Durante a convenção do PTB, tanto os partidários da chapa comandada por Aluízio Borges, que pretendia uma coligação com o PP, lançando o nome do ex-prefeito de Campo Grande, Alcides Bernal, para o Senado, quanto o grupo de Anderson Monteiro, representante da região de Dourados fizeram o chamamento para a retomada do partido, no entanto, a sagacidade política de seu presidente, Ivan Louzada, venceu.
Os convencionais decidiram por 34 votos favoráveis à coligação com o PT do pré-candidato Delcídio do Amaral, 12 apoiaram a candidatura de Aluízio Borges e 7 optaram por Anderson Monteiro candidato ao governo.
Quando tudo levava a crer que o PTB racharia e, a partir disso, retornaria como uma legenda de personalidade e força, o grupo de Ivan Louzada se fez maioria e optou pela coligação com o PT do pré-candidato Delcídio do Amaral.
Segundo Paulo Estevão, pré-candidato a vice-governador na chapa encabeçada por Aluízio Borges, o resultado da convenção vai ser judicializada por dois motivos: o primeiro foi a não apreciação da impugnação da candidatura de Anderson Monteiro; o segundo é que o resultado da convenção não atende à vontade dos petebistas.
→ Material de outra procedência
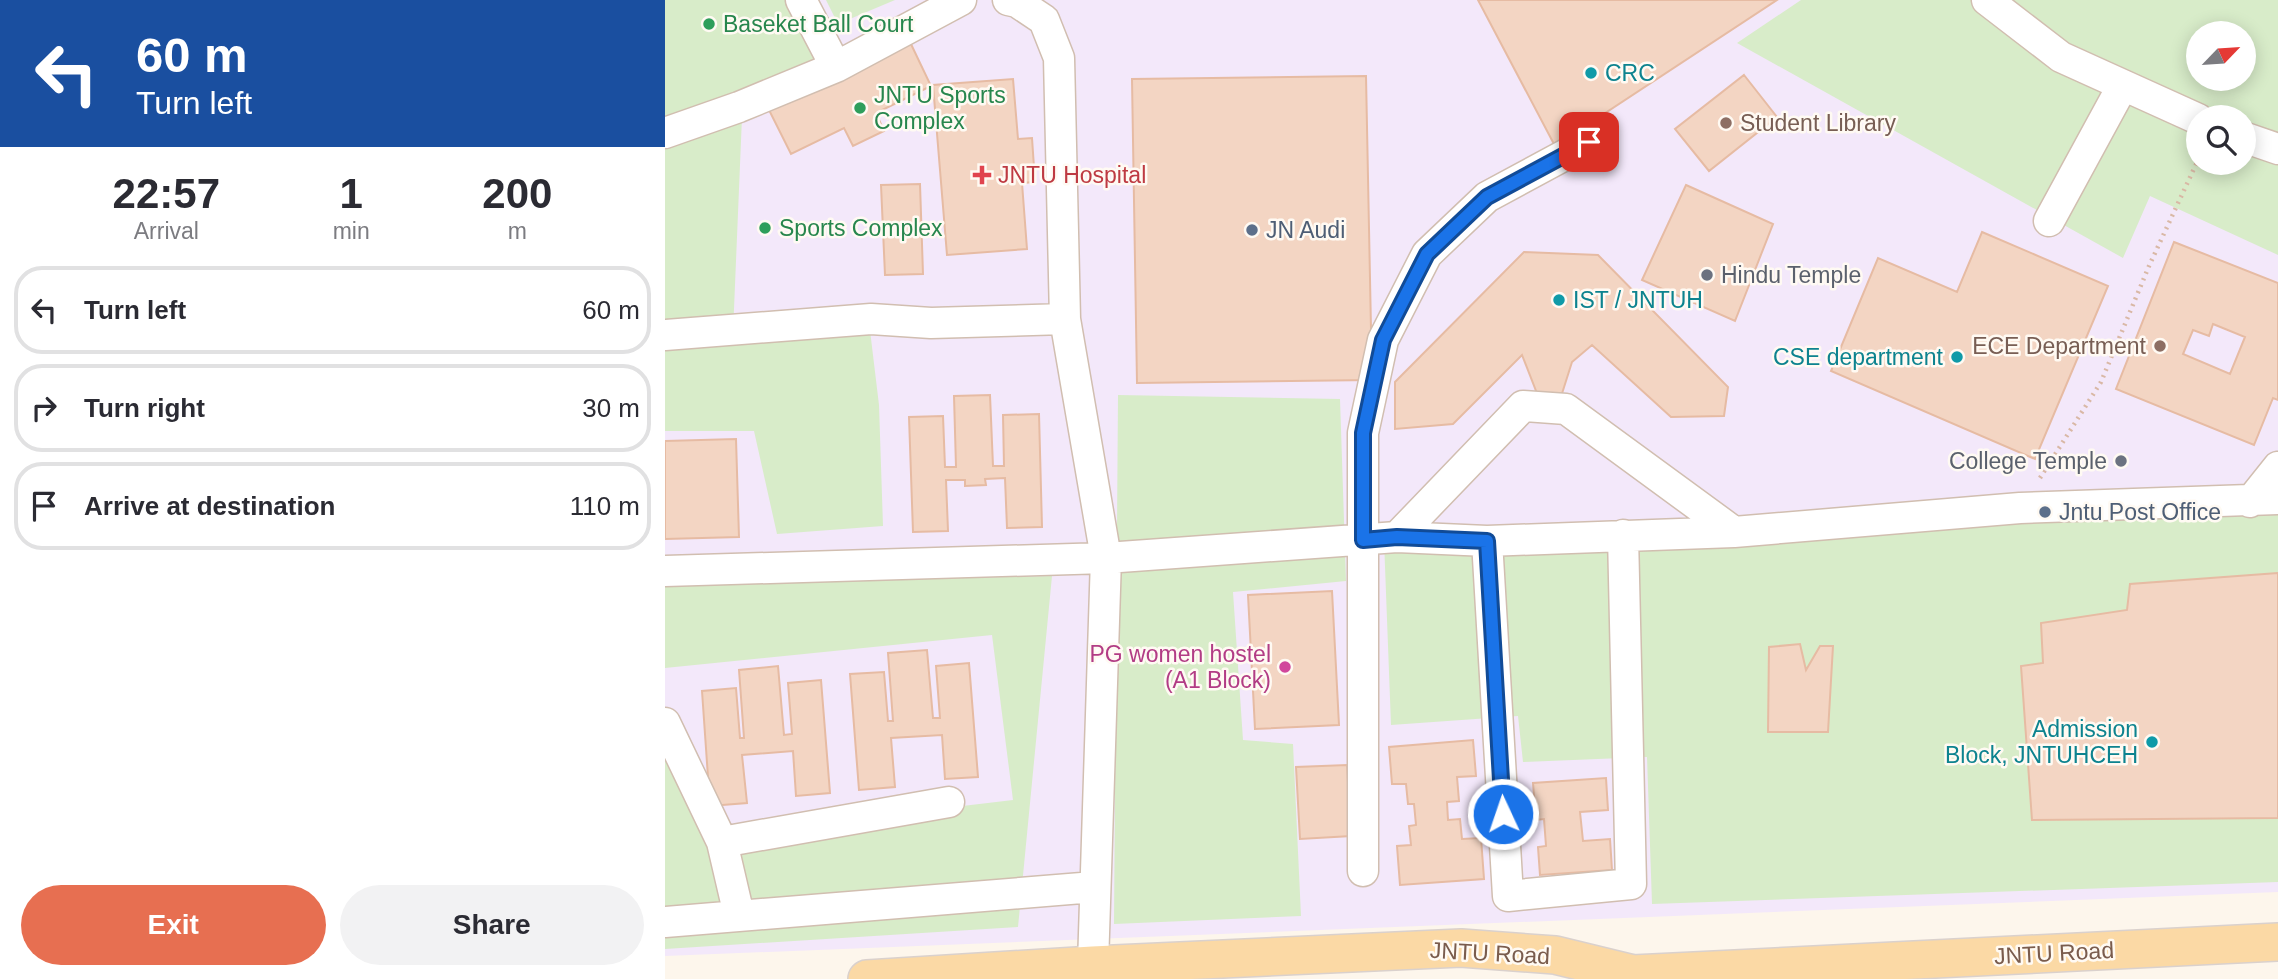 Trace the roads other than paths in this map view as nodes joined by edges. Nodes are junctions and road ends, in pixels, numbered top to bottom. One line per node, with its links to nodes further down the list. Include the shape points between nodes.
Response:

Portanto, a convenção do PTB segue a toada política em Mato Grosso do Sul e será decidida pelo poder judiciário.
Encorpa e esvazia
Se por um lado a decisão encorpa a candidatura Delcídio do Amaral, por outro provoca um esvaziamento no PTB, que segue a reboque, como um coadjuvante nanico e, também, um esvaziamento na estratégia de Alcides Bernal e seus correligionários.
Resta saber se a pré-candidatura petista lucra algo mais que o tempo de Propaganda Eleitoral Obrigatória, pois a base a ser oferecida tem pouco menos de duas dezenas de vereadores, uma prefeitura e uma vice-prefeitura nos 79 municípios do estado.
O presidente regional do PT e prefeito de Corumbá, Paulo Duarte, compareceu ao final do encontro, e deve conduzir o processo de convencimento do PTB, em parceria com Ivan Louzada.